Single by Slipknot

from the album Vol. 3: (The Subliminal Verses)
- B-side: "Don't Get Close"
- Released: May 4, 2004
- Genre: Nu metal; alternative metal;
- Length: 4:12 (album version); 3:33 (radio edit);
- Label: Roadrunner
- Songwriters: Shawn Crahan; Chris Fehn; Paul Gray; Craig Jones; Joey Jordison; Jim Root; Corey Taylor; Mick Thomson; Sid Wilson;
- Producer: Rick Rubin

Slipknot singles chronology
| "My Plague" (2002) | "Duality" (2004) | "Vermilion" (2004) |

Music video
- "Duality" on YouTube

= Duality (song) =

"Duality" is a song by American heavy metal band Slipknot. It was released on May 4, 2004, as the first single from the band's third album, Vol. 3: (The Subliminal Verses). A music video was made for the song, which was listed as Roadrunner's greatest video of all time.

==Musical structure==
The album version of "Duality" is four minutes and twelve seconds long, and the radio edited version is three minutes and thirty-three seconds long. The song opens with lead vocalist Corey Taylor softly saying "I push my fingers into my...", leading up to guitarist Mick Thomson playing a riff accompanied by Craig Jones' keyboards while Taylor finishes the sentence with "...eyes", in a much more intense voice. The song is played in drop B tuning (to which most of Slipknot's songs are tuned) and features a nu metal style.

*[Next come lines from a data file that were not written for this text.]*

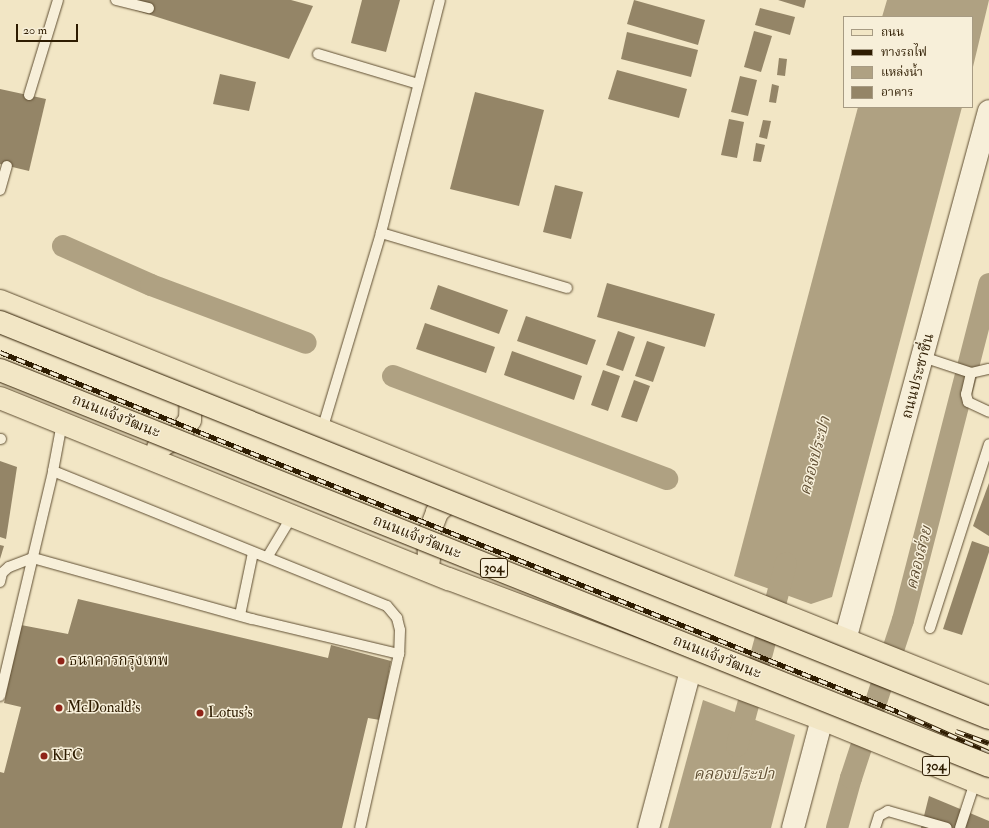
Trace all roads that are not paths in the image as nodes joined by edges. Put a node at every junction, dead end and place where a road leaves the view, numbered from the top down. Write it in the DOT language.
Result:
graph roads {
  1 [pos="58,0"];
  2 [pos="116,0"];
  3 [pos="440,0"];
  4 [pos="149,8"];
  5 [pos="318,54"];
  6 [pos="418,84"];
  7 [pos="29,95"];
  8 [pos="989,111"];
  9 [pos="7,166"];
  10 [pos="0,190"];
  11 [pos="381,233"];
  12 [pos="567,288"];
  13 [pos="0,302"];
  14 [pos="0,322"];
  15 [pos="927,359"];
  16 [pos="162,365"];
  17 [pos="989,369"];
  18 [pos="0,370"];
  19 [pos="971,373"];
  20 [pos="0,398"];
  21 [pos="989,412"];
  22 [pos="62,423"];
  23 [pos="322,430"];
  24 [pos="114,444"];
  25 [pos="989,444"];
  26 [pos="52,471"];
  27 [pos="490,498"];
  28 [pos="292,516"];
  29 [pos="253,553"];
  30 [pos="268,556"];
  31 [pos="33,558"];
  32 [pos="450,579"];
  33 [pos="0,582"];
  34 [pos="240,615"];
  35 [pos="930,628"];
  36 [pos="845,640"];
  37 [pos="399,654"];
  38 [pos="690,670"];
  39 [pos="0,696"];
  40 [pos="989,697"];
  41 [pos="989,718"];
  42 [pos="822,719"];
  43 [pos="984,778"];
  44 [pos="360,828"];
  45 [pos="648,828"];
  46 [pos="793,828"];
  47 [pos="875,828"];
  48 [pos="947,828"];
  49 [pos="960,828"];
  1 -- 7 [label="lane"];
  2 -- 4 [label="lane"];
  3 -- 6 [label="lane"];
  5 -- 6 [label="lane"];
  6 -- 11 [label="lane"];
  8 -- 15 [label="main road, ถนนประชาชื่น"];
  9 -- 10 [label="lane"];
  11 -- 12 [label="lane"];
  11 -- 23 [label="lane"];
  13 -- 16 [label="main road"];
  14 -- 41 [label="main road, bridge"];
  15 -- 19 [label="lane"];
  15 -- 36 [label="main road, ถนนประชาชื่น"];
  16 -- 23 [label="main road"];
  16 -- 24 [label="main road"];
  17 -- 19 [label="lane"];
  18 -- 43 [label="main road, ถนนแจ้งวัฒนะ / 304, bridge"];
  19 -- 21 [label="lane"];
  20 -- 22 [label="main road, ถนนแจ้งวัฒนะ / 304"];
  22 -- 24 [label="main road, ถนนแจ้งวัฒนะ / 304"];
  22 -- 26 [label="lane"];
  23 -- 27 [label="main road"];
  24 -- 28 [label="main road, ถนนแจ้งวัฒนะ / 304"];
  25 -- 35 [label="lane"];
  26 -- 29 [label="lane"];
  26 -- 31 [label="lane"];
  27 -- 32 [label="main road"];
  27 -- 36 [label="main road"];
  28 -- 30 [label="lane"];
  28 -- 32 [label="main road, ถนนแจ้งวัฒนะ / 304"];
  29 -- 30 [label="lane"];
  29 -- 34 [label="lane"];
  30 -- 37 [label="lane"];
  31 -- 33 [label="lane"];
  31 -- 34 [label="lane"];
  31 -- 39 [label="lane"];
  32 -- 38 [label="main road, ถนนแจ้งวัฒนะ / 304"];
  34 -- 37 [label="lane"];
  36 -- 40 [label="main road"];
  37 -- 44 [label="lane"];
  38 -- 42 [label="main road, ถนนแจ้งวัฒนะ / 304"];
  38 -- 45 [label="street"];
  42 -- 43 [label="main road, ถนนแจ้งวัฒนะ / 304"];
  42 -- 46 [label="main road"];
  43 -- 49 [label="lane"];
  47 -- 48 [label="lane"];
}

Unlike many previous Slipknot singles, "Duality", like most of the songs on Vol. 3, does not have strong profanity. Thomson explained in a 2008 interview that vocalist Taylor was relying on explicit content in the lyrics, and wanted to try something "different". This was echoed by Jim Root in a 2011 interview. AllMusic said that "Duality"'s lyrics "aren't unique" to Slipknot but described it as "otherwise strong". Stylus Magazine said "Duality" had a "grindcore riff". Q wrote that the song "blow[s] the competition away".

==Release and reception==
"Duality" was originally released as a CD single on May 4, 2004. On May 25, 2004, the single was released on 7-inch red vinyl to coincide with the release of the album. There is also a 7-inch picture disc release which includes the same track listing.

"Duality" reached band records of number five and six in the Hot Mainstream Rock Tracks and Hot Modern Rock Tracks charts (although on the former chart, the record has since been broken by "Dead Memories" and eventually "Snuff"). In the UK Singles Chart, the song reached number 15. The song also charted on the Bubbling Under Hot 100 chart at number six (their second highest-charting song on the chart, behind "Psychosocial"). To promote the single, the band also made an appearance on The Tonight Show with Jay Leno on May 17, 2004.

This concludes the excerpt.